* [Goal of the exercise]: The records that follow are to be given again exactly. Do not carry over any image.

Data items
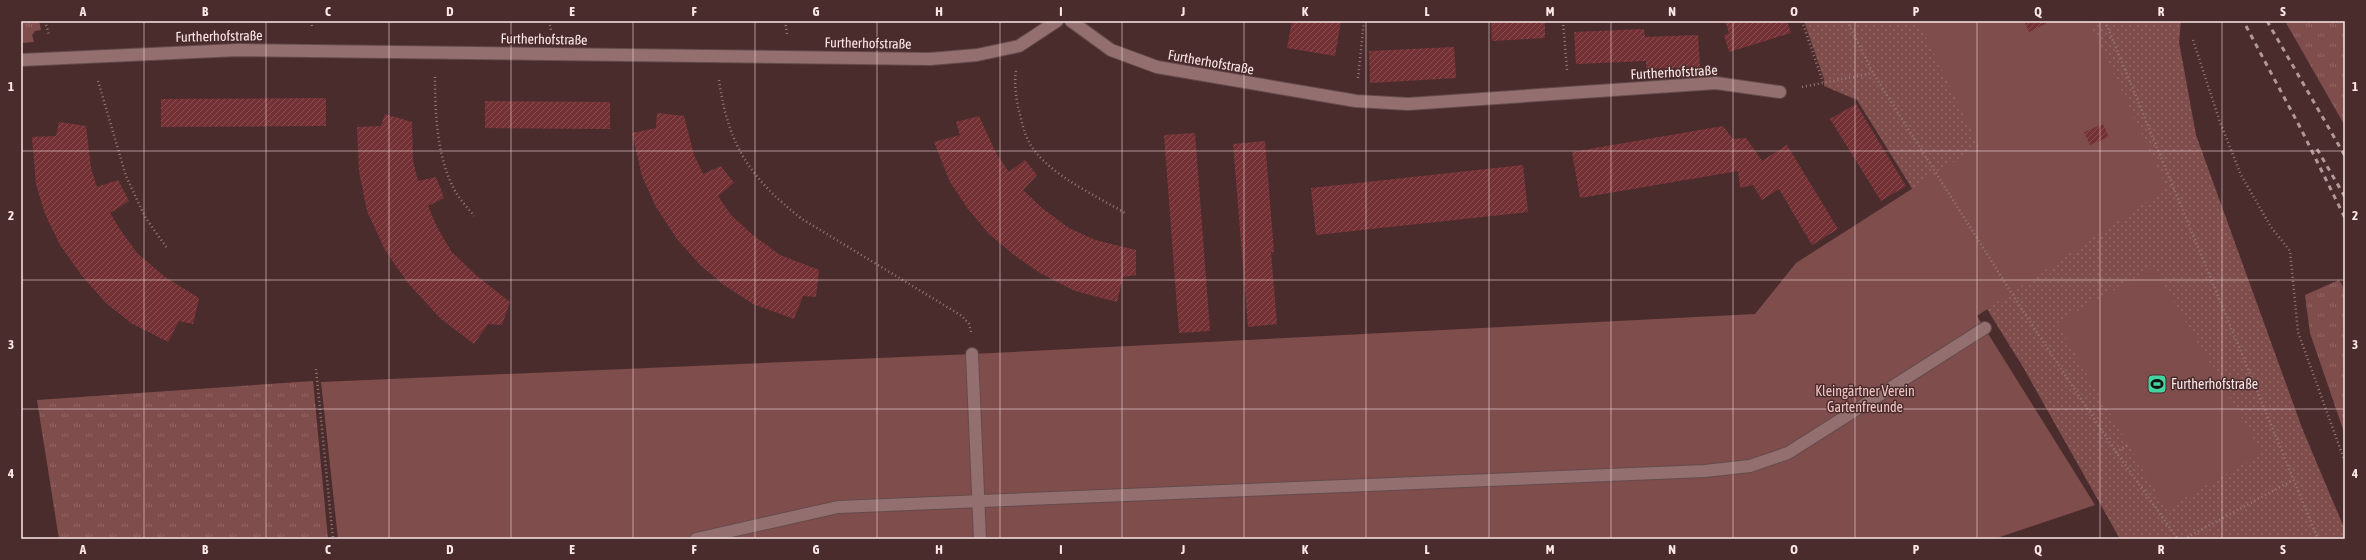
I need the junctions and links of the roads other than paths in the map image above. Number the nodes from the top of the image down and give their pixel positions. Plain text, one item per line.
1 (1057, 21) edge
2 (1071, 21) edge
3 (21, 60) edge
4 (1780, 92) road end
5 (1985, 328) dead end
6 (972, 354) road end
7 (980, 503) junction
8 (696, 539) edge
9 (980, 539) edge

1 - 3 street, Furtherhofstraße
2 - 4 street, Furtherhofstraße
5 - 7 street
6 - 7 street
7 - 8 street
7 - 9 street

* [Task output]:
I need the junctions and links of the roads other than paths in the map image above. Number the nodes from the top of the image down and give their pixel positions. Plain text, one item per line.
1 (1057, 21) edge
2 (1071, 21) edge
3 (21, 60) edge
4 (1780, 92) road end
5 (1985, 328) dead end
6 (972, 354) road end
7 (980, 503) junction
8 (696, 539) edge
9 (980, 539) edge

1 - 3 street, Furtherhofstraße
2 - 4 street, Furtherhofstraße
5 - 7 street
6 - 7 street
7 - 8 street
7 - 9 street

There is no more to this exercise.